Bataille de Marathon en - 490 © Grafissimo - Shutterstock.Com.jpg

510 av. J.-C

Naissance de la démocratie à Athènes

Paradoxalement, ce sont les Spartiates qui ont permis la naissance de la démocratie, en aidant les Athéniens à renverser le tyran Hippias en 510 av. J.-C. Aussitôt, le réformateur Clisthène établit les bases du régime : une écclésia (assemblée) composée de citoyens égaux qui votent les lois et parmi lesquels sont tirés au sort les 500 membres de la boulè (conseil) chargés de rédiger les lois. Mais sur environ 200 000 habitants à l’époque de Clisthène, seuls 10 % sont citoyens : esclaves, métèques (non-Athéniens) et femmes n’ont pas le droit de vote. La démocratie va toutefois faire tache d’huile de Kos à Rhodes en passant par Cyrène (Libye) et Syracuse (Sicile). D’autres villes optent pour le second grand modèle politique grec, celui de Sparte. Lui aussi garantit l’égalité, mais selon un mode de vie collectif et militaire, aux dépens des arts et des libertés individuelles, et en conservant certains aspects de la tyrannie.

461-431 av. J.-C

Le siècle de Périclès

Cet âge d’or atteint son apogée pendant ce qu’on appelle le « siècle de Périclès » (461-431 av. J.-C.). La cité compte alors des hommes remarquables tels les historiens Thucydide et Hérodote ou le sculpteur Phidias, auteur du Parthénon. Elle est le foyer des philosophes Platon et Socrate, d’orateurs comme Protagoras (mouvement des sophistes), des dramaturges Eschyle, Euripide et Sophocle. La ville attire aussi le mathématicien Pythagore et le médecin Hippocrate. Malgré la fin de la démocratie, la cité continuera de rayonner, avec le sculpteur Praxitèle ou le philosophe Aristote, précepteur d’Alexandre le Grand.

359 av. J-C.

Le règne de Philippe II de Macédoine

Depuis la fin de la guerre du Péloponnèse, des conflits entre Thèbes, Athènes et Sparte fragilisent les cités. Cela profite au royaume de Macédoine, situé au nord de la Grèce.
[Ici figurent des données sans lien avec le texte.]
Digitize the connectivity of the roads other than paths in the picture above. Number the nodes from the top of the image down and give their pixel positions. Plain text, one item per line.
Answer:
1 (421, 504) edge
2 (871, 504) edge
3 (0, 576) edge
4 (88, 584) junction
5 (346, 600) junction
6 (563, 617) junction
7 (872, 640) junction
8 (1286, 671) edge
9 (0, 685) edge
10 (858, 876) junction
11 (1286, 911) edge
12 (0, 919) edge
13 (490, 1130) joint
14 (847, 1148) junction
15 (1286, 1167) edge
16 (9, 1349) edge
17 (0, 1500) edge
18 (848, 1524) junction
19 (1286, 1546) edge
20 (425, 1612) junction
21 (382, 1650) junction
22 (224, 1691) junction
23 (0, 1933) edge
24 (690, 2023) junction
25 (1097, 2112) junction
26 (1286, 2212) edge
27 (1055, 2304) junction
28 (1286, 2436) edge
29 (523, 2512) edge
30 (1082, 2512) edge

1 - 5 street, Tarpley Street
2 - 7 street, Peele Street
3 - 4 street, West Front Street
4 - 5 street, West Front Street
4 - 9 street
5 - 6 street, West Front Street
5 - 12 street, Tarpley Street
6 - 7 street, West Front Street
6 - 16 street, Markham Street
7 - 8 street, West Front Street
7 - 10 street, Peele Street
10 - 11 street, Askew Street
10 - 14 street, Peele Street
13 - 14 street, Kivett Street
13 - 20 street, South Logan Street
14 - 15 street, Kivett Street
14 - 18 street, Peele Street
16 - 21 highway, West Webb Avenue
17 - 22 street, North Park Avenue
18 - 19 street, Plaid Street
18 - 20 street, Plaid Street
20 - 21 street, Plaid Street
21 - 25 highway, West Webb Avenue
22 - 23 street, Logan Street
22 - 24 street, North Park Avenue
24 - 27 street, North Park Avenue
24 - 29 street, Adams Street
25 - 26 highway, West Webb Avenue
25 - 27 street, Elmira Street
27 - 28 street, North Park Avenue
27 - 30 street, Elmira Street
Fondée au VIIIe siècle av. J.-C., la dynastie des Argéades est originaire d’Argolide (Péloponnèse). Mais la population macédonienne est perçue comme « barbare », c’est-à-dire non-grecque. À partir de 359 av. J.-C., Philippe II de Macédoine soumet les peuples voisins (Illyriens, Thraces…), puis s’empare des colonies athéniennes de Macédoine (354 av. J.-C.). Les redoutables phalanges macédoniennes sont ensuite appelées par Thèbes, et la Thessalie est intégrée au royaume. Les cités tentent des alliances, résistant aux Macédoniens tant par les armes que par de violents discours (Les Philippiques du tribun athénien Démosthène). Philippe l’emporte toutefois lors de la bataille de Chéronnée en 338 av. J.-C. Contrôlant toute la Grèce à l’exception de Sparte, il propose une union sacrée afin de libérer les cités d’Asie Mineure sous contrôle perse. Mais Philippe meurt assassiné en 336 av. J.-C.

356-323 av. J.-C.

Alexandre le Grand

Macédonien de langue grecque et élève du philosophe Aristote, le plus grand conquérant de l’histoire n’était pas considéré comme grec par la plupart des Grecs de l’Antiquité. Et son héritage est aujourd’hui revendiqué autant par la petite Macédoine du Nord voisine que par les Iraniens, les Afghans ou les Égyptiens. Tout cela fait d’Alexandre le Grand le personnage le plus universel de l’histoire grecque. Il a changé le monde ne serait-ce qu’en faisant disparaître l’Empire perse, ennemi héréditaire des cités grecques. Mais, surtout, ses campagnes ont diffusé l’hellénisme jusqu’à l’Inde. Et si son vaste empire s’est effondré aussitôt après sa mort, ses diadoques (généraux) ont fondé des dynasties de l’Égypte au Moyen-Orient qui ont perduré trois siècles et donné naissance à une nouvelle culture gréco-orientale. Celle-ci servira de socle aussi bien aux Romains qu’aux Byzantins et aux Ottomans.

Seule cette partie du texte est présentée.